Data shown Start Marker
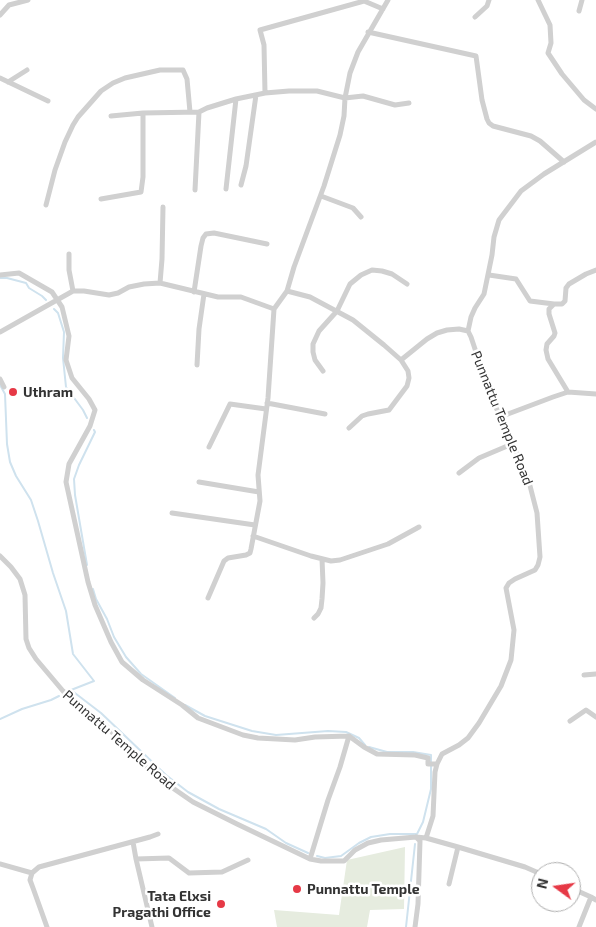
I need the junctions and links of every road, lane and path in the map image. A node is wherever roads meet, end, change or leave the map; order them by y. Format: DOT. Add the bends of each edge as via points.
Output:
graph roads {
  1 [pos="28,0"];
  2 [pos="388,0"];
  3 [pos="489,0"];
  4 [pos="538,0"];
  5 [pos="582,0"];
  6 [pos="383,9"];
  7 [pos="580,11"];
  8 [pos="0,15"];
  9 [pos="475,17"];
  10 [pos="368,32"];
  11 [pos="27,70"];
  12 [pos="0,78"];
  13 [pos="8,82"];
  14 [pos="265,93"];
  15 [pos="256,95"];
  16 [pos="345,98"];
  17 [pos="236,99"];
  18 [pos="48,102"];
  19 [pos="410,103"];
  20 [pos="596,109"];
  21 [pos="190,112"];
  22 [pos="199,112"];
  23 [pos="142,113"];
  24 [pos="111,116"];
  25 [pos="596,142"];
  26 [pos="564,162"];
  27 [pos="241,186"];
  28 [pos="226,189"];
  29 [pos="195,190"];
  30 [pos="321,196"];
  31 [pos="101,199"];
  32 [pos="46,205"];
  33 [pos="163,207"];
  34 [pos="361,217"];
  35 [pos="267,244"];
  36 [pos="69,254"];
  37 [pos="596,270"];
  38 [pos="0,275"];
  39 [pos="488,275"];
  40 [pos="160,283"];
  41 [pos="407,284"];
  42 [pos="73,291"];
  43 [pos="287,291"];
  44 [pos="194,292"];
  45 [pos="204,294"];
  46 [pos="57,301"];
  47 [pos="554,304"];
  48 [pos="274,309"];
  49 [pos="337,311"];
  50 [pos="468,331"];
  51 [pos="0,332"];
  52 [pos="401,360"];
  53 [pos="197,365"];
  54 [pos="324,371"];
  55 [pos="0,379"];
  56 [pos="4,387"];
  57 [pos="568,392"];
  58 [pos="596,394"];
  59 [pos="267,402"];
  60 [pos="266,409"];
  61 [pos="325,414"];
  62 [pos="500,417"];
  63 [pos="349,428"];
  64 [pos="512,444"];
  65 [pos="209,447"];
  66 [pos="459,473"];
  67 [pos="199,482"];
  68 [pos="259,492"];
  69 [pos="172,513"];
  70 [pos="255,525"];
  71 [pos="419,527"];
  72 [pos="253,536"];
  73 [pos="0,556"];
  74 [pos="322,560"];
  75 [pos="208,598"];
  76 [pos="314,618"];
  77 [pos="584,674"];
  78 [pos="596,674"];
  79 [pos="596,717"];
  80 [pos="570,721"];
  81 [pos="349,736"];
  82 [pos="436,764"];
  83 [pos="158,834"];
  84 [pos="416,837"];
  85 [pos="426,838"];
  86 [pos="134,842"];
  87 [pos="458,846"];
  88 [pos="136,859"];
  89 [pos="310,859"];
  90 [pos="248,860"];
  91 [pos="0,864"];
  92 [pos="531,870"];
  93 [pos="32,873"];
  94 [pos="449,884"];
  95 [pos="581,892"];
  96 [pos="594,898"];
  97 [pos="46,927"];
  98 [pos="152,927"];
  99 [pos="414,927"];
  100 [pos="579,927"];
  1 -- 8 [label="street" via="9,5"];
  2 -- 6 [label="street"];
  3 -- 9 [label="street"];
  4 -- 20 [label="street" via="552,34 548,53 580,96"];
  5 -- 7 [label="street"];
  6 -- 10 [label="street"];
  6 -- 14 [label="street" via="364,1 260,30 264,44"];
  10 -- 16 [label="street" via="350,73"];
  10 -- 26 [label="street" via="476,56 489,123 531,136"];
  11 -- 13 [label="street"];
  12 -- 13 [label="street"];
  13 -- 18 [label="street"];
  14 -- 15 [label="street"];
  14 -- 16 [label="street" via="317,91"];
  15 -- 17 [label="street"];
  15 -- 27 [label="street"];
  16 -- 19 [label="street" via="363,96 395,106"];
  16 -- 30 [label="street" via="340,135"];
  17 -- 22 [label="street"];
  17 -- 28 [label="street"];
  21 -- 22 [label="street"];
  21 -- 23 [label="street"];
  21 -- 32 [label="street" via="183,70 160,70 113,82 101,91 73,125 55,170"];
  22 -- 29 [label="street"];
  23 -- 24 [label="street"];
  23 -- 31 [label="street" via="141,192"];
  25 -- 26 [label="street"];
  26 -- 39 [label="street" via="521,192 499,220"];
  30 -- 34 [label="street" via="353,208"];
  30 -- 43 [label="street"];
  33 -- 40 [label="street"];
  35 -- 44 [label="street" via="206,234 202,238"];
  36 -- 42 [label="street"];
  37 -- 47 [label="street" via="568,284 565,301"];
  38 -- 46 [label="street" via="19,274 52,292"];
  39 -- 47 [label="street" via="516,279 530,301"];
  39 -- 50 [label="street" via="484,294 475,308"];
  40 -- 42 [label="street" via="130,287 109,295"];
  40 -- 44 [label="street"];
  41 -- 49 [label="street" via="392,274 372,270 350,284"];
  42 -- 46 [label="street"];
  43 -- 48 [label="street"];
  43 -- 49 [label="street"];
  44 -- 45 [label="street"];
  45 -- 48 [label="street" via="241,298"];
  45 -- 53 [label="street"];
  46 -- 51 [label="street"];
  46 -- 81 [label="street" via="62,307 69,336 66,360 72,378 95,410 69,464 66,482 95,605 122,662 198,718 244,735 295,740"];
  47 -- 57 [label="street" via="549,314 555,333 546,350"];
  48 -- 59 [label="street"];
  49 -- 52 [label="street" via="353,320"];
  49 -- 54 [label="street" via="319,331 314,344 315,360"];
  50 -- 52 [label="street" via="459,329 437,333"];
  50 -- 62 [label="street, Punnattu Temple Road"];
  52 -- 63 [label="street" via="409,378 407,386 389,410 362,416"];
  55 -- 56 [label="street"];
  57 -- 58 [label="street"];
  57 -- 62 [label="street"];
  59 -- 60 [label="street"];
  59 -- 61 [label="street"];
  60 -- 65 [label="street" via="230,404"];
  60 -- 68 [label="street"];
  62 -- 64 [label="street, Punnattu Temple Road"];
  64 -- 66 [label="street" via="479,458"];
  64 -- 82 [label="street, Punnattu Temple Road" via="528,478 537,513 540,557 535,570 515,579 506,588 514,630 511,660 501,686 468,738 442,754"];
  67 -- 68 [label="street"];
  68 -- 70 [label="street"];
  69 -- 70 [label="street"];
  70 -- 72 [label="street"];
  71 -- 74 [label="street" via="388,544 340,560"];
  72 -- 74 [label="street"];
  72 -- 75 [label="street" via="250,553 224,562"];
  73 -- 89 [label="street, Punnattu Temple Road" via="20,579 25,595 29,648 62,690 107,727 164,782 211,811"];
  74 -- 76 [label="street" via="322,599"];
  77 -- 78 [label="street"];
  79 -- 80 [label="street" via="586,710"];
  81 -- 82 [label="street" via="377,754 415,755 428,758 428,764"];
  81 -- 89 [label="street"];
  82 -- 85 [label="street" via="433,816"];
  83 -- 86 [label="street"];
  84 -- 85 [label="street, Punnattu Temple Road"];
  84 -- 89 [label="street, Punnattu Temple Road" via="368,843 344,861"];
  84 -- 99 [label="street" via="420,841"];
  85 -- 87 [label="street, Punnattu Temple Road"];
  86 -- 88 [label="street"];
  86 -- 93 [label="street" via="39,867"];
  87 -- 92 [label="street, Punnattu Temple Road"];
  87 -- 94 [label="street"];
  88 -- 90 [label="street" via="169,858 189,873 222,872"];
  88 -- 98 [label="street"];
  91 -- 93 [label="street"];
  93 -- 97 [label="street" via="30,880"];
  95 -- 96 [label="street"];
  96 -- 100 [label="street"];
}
Data shown End Marker
• [What the task asks]
Search the entries for the word "Temple" and show every line that has it.

• [Exercise result]
  50 -- 62 [label="street, Punnattu Temple Road"];
  62 -- 64 [label="street, Punnattu Temple Road"];
  64 -- 82 [label="street, Punnattu Temple Road" via="528,478 537,513 540,557 535,570 515,579 506,588 514,630 511,660 501,686 468,738 442,754"];
  73 -- 89 [label="street, Punnattu Temple Road" via="20,579 25,595 29,648 62,690 107,727 164,782 211,811"];
  84 -- 85 [label="street, Punnattu Temple Road"];
  84 -- 89 [label="street, Punnattu Temple Road" via="368,843 344,861"];
  85 -- 87 [label="street, Punnattu Temple Road"];
  87 -- 92 [label="street, Punnattu Temple Road"];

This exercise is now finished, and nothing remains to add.